I tried the following and ran out of stack space::
 
 loop : INT -> INT
 loop (n) == loop (n)
 loop (1)
 
    >> System error:
    Invocation history stack overflow.

**Martin Rubey** asked::

 > Although this is not a nice way for Axiom to fail, two questions:
 > 
 > * is this an instance of tail-recursion?
 > 

Yes - if tail recursion were supported, then the above would be
an infinite loop. I haven't got any complaints over the wording
of the error message.

::

 > * what result would you expect?

If tail recursion is supported, the above will result in an infinite
loop.

A loose definition of a tail call is: If in the body of f, a call
to g is made in a position, where the result of the call, is to
be returned by f, then the call to g is a *tail call*.

In
\begin{axiom}
  summa(n) ==
    if n=0
    then 0
    else n + summa(n-1)
\end{axiom}

\begin{axiom}
summa(10)
\end{axiom}

the call to summa is not a tail cail, since the result of calling
summa(n-1) needs to be added to n before a value can be returned.

On the other hand in:

\begin{axiom}
  -- a stands for accumulator
  summa2(n, a) ==
    if n=0
    then a
    else summa2(n-1, n+a)
\end{axiom}

\begin{axiom}
summa2(10,0)
\end{axiom}

the result of calling summa2(n-1,n+a) is returned immediately
as the result of summa2(n,a) and is thus a tail call.


A call is *active* if the function called hasn't returned yet.

Proper[1] tail recursion is supported, if an unbounded number
of active tail calls only use a bounded amount of stack space.

In Scheme a call summa(1000000) would cause a stack overflow, just
as in Axiom,
\begin{axiom}
summa(1000000)
\end{axiom}

but a call summa2(1000000,0) would work without any problems.
\begin{axiom}
summa2(1000000,0)
\end{axiom}

However, in some Scheme implementations one can
turn the stack history on and off - so perhaps there is
magic switch somewhere?

See
http://www.schemers.org/Documents/Standards/R5RS/HTML/r5rs-Z-H-6.html#%_sec_3.5
for a more formal definition.

.. [1] Here "Proper Tail Recursion" is a technical term, and doesn't
      mean "tail recursion done right".

<hr />
**Bill Page** wrote:

I think the evidence above suggests something more subtle is
happening here than just tail-recursion elimination (or not).
For one thing, the call to summa(1000000) did not fail with a
"Invocation history stack overflow" as Jens predicted above.
But summa2(1000000,0) did fail.

The definition::

  summa(n) ==
    if n=0
    then 0
    else n + summa(n-1)

is apparently treated specially by Axiom as a "recurrence
relation" and so does not produce a stack overflow.
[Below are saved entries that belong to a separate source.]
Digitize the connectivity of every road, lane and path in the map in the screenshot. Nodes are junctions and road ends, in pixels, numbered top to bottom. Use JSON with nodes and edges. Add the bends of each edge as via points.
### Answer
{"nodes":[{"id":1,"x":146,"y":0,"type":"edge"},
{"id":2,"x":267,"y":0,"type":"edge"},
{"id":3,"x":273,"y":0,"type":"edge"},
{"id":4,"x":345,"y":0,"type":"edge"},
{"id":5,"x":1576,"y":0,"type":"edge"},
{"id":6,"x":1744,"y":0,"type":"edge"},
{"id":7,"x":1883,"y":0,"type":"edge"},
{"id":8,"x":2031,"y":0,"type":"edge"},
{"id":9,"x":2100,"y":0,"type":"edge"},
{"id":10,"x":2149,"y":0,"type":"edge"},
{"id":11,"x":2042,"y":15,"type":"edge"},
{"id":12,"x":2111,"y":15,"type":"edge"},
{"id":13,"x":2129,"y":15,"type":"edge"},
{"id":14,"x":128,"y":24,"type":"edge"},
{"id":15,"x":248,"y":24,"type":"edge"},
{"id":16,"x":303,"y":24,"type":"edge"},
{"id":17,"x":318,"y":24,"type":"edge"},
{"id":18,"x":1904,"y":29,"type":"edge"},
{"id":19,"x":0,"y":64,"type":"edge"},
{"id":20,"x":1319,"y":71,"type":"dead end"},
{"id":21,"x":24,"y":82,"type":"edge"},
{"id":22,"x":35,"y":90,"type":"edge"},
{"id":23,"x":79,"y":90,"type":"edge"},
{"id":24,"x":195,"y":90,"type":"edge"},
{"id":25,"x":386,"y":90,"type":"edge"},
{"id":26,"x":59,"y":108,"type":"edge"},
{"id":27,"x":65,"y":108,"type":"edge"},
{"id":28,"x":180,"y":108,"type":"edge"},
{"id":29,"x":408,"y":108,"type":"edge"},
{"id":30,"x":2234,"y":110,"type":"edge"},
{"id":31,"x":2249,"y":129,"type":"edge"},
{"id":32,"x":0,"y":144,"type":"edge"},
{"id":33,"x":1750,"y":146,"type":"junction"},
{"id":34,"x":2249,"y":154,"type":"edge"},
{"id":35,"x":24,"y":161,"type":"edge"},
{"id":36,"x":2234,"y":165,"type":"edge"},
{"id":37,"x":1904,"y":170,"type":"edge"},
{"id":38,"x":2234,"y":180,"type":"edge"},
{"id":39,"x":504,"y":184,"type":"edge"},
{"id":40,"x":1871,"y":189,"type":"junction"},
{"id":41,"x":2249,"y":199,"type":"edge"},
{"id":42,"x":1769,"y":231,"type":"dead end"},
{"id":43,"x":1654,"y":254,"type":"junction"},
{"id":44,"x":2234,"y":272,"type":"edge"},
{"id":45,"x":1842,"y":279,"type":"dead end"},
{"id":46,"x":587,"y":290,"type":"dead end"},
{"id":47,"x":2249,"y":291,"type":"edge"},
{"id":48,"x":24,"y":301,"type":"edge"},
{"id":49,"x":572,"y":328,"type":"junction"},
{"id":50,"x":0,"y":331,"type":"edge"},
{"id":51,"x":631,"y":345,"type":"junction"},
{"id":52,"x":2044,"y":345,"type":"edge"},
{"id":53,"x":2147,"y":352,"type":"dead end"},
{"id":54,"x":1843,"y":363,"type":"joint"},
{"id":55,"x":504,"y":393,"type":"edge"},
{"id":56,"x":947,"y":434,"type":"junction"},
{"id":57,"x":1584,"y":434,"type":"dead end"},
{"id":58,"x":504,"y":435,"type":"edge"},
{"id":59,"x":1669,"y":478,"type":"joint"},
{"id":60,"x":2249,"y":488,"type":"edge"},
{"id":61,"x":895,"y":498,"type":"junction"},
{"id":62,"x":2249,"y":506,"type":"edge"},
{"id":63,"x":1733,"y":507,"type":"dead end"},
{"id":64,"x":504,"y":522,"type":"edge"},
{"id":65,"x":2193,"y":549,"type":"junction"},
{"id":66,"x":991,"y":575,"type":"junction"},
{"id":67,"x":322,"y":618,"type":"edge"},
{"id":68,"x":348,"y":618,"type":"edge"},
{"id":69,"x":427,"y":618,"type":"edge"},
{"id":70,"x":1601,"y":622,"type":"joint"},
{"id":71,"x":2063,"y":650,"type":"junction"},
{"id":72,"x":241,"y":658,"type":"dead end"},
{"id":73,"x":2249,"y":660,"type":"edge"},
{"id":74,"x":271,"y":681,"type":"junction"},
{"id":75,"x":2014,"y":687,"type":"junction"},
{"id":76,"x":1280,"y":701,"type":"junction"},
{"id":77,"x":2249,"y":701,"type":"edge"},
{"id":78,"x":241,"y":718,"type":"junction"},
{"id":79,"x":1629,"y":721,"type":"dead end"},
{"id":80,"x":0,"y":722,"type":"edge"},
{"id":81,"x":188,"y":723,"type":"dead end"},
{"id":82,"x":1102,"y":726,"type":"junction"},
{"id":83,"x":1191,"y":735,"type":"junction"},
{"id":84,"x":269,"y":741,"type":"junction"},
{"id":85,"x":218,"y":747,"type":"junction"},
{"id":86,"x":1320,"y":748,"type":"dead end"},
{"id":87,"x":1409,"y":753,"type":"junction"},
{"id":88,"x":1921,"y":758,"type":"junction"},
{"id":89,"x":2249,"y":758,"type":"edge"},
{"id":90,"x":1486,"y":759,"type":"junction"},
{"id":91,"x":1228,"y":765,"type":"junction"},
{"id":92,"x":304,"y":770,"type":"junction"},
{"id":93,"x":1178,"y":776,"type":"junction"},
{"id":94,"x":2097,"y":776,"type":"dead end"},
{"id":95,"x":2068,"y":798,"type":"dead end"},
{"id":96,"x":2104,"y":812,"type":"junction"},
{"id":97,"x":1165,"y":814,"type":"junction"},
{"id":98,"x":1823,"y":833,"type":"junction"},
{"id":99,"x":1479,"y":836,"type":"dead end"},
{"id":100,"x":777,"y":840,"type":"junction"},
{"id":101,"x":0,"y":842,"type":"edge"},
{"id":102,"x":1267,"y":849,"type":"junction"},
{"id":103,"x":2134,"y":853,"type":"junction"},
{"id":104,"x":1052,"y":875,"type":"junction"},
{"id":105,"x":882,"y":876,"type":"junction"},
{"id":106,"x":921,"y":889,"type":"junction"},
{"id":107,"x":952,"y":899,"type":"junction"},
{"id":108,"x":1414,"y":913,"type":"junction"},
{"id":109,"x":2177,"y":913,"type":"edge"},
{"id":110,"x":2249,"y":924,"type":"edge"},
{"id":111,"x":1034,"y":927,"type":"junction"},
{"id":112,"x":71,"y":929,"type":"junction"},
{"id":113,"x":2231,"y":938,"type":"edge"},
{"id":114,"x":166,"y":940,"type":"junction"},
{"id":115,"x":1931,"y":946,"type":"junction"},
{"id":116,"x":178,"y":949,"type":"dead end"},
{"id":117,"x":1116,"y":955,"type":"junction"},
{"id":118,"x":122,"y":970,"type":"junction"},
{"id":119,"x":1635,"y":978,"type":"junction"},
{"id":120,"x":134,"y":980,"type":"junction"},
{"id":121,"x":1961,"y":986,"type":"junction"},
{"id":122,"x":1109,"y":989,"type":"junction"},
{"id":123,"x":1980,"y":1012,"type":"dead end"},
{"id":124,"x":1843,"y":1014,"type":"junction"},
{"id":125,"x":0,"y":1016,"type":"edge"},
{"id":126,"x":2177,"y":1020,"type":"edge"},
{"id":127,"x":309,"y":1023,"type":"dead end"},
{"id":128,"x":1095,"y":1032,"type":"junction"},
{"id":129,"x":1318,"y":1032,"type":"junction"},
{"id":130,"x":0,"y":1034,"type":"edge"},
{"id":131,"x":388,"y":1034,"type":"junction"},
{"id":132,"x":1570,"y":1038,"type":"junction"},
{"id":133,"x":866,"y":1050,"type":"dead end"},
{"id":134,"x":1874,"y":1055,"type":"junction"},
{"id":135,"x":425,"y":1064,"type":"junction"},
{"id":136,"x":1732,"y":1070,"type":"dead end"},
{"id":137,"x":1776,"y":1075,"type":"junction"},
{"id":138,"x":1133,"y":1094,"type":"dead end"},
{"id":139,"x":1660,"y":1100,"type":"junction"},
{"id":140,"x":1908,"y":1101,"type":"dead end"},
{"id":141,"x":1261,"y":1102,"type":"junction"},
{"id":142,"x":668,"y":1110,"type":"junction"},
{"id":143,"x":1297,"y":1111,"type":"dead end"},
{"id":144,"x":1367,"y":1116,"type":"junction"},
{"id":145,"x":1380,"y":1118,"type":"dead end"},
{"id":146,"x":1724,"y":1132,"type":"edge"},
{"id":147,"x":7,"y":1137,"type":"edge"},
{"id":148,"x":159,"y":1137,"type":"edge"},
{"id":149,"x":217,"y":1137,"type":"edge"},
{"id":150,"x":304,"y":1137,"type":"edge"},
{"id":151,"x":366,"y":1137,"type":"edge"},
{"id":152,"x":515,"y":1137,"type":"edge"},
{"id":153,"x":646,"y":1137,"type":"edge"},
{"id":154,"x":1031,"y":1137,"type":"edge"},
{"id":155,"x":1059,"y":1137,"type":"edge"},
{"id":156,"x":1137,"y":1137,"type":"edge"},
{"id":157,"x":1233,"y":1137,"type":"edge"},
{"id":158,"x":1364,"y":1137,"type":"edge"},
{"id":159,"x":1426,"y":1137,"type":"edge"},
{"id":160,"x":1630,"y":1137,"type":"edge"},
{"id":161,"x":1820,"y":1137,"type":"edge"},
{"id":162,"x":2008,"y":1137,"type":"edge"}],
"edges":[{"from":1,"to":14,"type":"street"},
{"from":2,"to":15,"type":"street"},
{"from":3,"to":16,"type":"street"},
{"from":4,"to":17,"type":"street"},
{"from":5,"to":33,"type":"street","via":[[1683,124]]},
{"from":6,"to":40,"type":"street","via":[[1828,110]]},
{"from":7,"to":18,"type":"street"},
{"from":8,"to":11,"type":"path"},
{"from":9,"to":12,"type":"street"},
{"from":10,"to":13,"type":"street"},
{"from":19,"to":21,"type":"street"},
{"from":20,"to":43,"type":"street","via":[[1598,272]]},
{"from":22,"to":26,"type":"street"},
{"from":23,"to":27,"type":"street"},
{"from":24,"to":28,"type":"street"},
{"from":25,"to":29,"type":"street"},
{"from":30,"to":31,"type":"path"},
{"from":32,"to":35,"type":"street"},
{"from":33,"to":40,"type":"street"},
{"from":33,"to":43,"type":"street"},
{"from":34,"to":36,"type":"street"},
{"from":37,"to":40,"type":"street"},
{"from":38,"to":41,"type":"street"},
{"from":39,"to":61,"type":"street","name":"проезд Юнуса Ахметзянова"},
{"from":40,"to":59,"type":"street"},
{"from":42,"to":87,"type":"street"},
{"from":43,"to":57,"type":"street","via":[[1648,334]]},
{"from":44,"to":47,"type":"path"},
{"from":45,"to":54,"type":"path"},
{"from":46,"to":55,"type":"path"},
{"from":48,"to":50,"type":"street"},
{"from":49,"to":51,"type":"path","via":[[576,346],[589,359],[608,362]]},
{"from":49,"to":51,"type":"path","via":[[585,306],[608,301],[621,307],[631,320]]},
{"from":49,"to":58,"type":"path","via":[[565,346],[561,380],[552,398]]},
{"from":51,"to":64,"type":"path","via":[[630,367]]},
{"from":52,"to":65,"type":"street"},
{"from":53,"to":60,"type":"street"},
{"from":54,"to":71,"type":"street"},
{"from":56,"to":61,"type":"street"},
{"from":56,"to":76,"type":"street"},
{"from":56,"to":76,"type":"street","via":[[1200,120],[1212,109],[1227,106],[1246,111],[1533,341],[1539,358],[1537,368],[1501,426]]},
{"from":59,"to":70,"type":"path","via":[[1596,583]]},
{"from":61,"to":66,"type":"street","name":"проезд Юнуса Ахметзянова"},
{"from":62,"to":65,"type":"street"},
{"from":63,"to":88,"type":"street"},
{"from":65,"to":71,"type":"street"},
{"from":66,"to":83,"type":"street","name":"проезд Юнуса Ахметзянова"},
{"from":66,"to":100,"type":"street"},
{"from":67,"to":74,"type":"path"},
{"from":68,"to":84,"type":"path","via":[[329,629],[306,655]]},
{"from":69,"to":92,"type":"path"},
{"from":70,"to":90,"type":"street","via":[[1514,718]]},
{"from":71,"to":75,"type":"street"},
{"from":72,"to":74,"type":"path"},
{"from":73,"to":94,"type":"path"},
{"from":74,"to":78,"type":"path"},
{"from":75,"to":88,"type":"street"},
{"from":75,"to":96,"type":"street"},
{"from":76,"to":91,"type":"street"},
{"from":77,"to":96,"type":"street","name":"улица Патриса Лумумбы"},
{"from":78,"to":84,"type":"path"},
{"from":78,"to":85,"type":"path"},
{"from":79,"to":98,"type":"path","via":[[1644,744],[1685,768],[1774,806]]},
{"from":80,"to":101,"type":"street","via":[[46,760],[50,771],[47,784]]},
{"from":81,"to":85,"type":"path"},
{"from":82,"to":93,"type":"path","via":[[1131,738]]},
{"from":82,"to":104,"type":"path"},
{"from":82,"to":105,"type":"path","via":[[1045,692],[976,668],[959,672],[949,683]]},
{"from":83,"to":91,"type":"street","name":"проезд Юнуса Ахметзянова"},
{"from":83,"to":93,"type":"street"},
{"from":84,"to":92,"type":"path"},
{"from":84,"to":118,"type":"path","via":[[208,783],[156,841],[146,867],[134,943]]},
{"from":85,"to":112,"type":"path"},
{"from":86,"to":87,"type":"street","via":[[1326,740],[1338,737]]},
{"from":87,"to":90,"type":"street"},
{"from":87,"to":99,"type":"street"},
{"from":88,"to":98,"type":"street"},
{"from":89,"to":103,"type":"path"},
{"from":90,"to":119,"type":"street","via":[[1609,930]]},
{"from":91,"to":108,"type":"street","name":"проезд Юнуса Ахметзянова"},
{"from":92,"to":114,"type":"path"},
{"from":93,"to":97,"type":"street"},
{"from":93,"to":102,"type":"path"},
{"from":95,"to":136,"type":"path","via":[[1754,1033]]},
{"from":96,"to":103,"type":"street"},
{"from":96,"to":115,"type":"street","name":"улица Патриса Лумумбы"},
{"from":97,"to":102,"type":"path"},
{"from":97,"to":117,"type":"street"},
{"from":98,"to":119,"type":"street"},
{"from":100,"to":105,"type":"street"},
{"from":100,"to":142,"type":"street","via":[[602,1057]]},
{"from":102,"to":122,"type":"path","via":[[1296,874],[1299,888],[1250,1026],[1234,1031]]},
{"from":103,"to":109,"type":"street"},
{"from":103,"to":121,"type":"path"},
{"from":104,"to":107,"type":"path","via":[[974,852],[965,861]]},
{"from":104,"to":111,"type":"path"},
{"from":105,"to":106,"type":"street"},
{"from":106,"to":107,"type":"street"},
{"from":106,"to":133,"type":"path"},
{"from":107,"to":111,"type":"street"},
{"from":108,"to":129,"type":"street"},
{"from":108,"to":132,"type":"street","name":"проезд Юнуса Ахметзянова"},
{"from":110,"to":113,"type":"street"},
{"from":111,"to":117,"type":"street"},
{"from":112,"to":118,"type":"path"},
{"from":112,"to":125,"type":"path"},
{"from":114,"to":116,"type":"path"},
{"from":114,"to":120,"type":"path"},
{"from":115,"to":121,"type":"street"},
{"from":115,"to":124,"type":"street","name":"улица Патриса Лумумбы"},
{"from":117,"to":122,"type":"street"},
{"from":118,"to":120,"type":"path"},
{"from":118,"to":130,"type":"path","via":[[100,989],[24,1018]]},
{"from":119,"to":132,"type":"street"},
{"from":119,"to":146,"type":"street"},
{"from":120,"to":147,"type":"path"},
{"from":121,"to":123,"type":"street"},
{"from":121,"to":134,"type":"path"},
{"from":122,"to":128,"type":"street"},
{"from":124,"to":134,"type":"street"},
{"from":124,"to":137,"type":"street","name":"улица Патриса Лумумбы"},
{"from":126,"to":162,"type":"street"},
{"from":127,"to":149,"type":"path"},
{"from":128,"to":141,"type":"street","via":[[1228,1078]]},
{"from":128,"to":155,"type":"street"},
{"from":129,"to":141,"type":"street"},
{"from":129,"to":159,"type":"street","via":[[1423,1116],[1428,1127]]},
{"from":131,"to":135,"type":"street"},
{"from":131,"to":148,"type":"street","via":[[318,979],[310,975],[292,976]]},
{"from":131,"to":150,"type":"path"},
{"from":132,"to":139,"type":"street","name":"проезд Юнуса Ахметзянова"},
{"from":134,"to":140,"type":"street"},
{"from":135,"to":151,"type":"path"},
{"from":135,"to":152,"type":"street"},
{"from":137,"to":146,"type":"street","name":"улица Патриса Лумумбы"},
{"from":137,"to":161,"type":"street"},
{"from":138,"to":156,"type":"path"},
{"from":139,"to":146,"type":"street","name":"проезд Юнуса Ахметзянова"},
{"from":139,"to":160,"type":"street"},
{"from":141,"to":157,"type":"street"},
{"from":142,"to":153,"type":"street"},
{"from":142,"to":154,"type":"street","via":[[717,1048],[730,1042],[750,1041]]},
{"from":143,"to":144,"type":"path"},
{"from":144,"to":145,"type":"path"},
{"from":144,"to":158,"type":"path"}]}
Similarly a stack overflow occurs in this simpler case:
\begin{axiom}
loop : INT -> INT
loop (n) == loop (n)
\end{axiom}

\begin{axiom}
loop (1)
\end{axiom}

Let's see what happens if we tell Axiom to compile the function:

\begin{axiom}
)set functions compile on
\end{axiom}

\begin{axiom}
  -- a stands for accumulator
  summa3(n, a) ==
    if n=0
    then a
    else summa3(n-1, n+a)
\end{axiom}

\begin{axiom}
summa3(1000000,0)
\end{axiom}

Now this function returns a correct value without the stack
overflow. And similarly

\begin{axiom}
loop : INT -> INT
loop (n) == loop (n)
\end{axiom}

if called here with 'loop(1)' becomes an infinite loop.

So it seems that perhaps the tail recursion elimination only
works when the function is compiled unless it is recognized as
special case of a recurrence relation.

The message "Invocation history stack overflow" is actually generated
by gcl (gcl 2.6.6 is the lisp compiler used to build Axiom on MathAction).
Although the examples above seem to suggest that tail recursion
elimination is working as expected in the case where the Axiom interpreter
functions are compiled, a search of the web returned the following hits
which suggest that some previous versions of gcl may have had some problems
with tail recursion:

- https://savannah.gnu.org/task/?func=detailitem&item_id=788

- http://lists.gnu.org/archive/html/gcl-devel/2002-03/msg00032.html

- "http://www.mail-archive.com/gcl-devel@gnu.org/msg00287.html":http://www.mail-archive.com/gcl-devel@gnu.org/msg00287.html

So maybe there is still a problem lurking out there?

<b>Jens Axel Søgaard</b> wrote:

That depends on the Axiom interpreter/compiler. Since Common Lisp
doesn't guarantee proper tail recursion, it isn't an error that
tail recursive code can run out of stack space in GCL. Some
Common Lisp compilers make an effort to optimize som tail recursive
calls, but it is usually unsafe to rely on it.

The code from SICP (which uses Scheme) that Maguire is trying is
thus not supposed to work an all Common Lisp implementations.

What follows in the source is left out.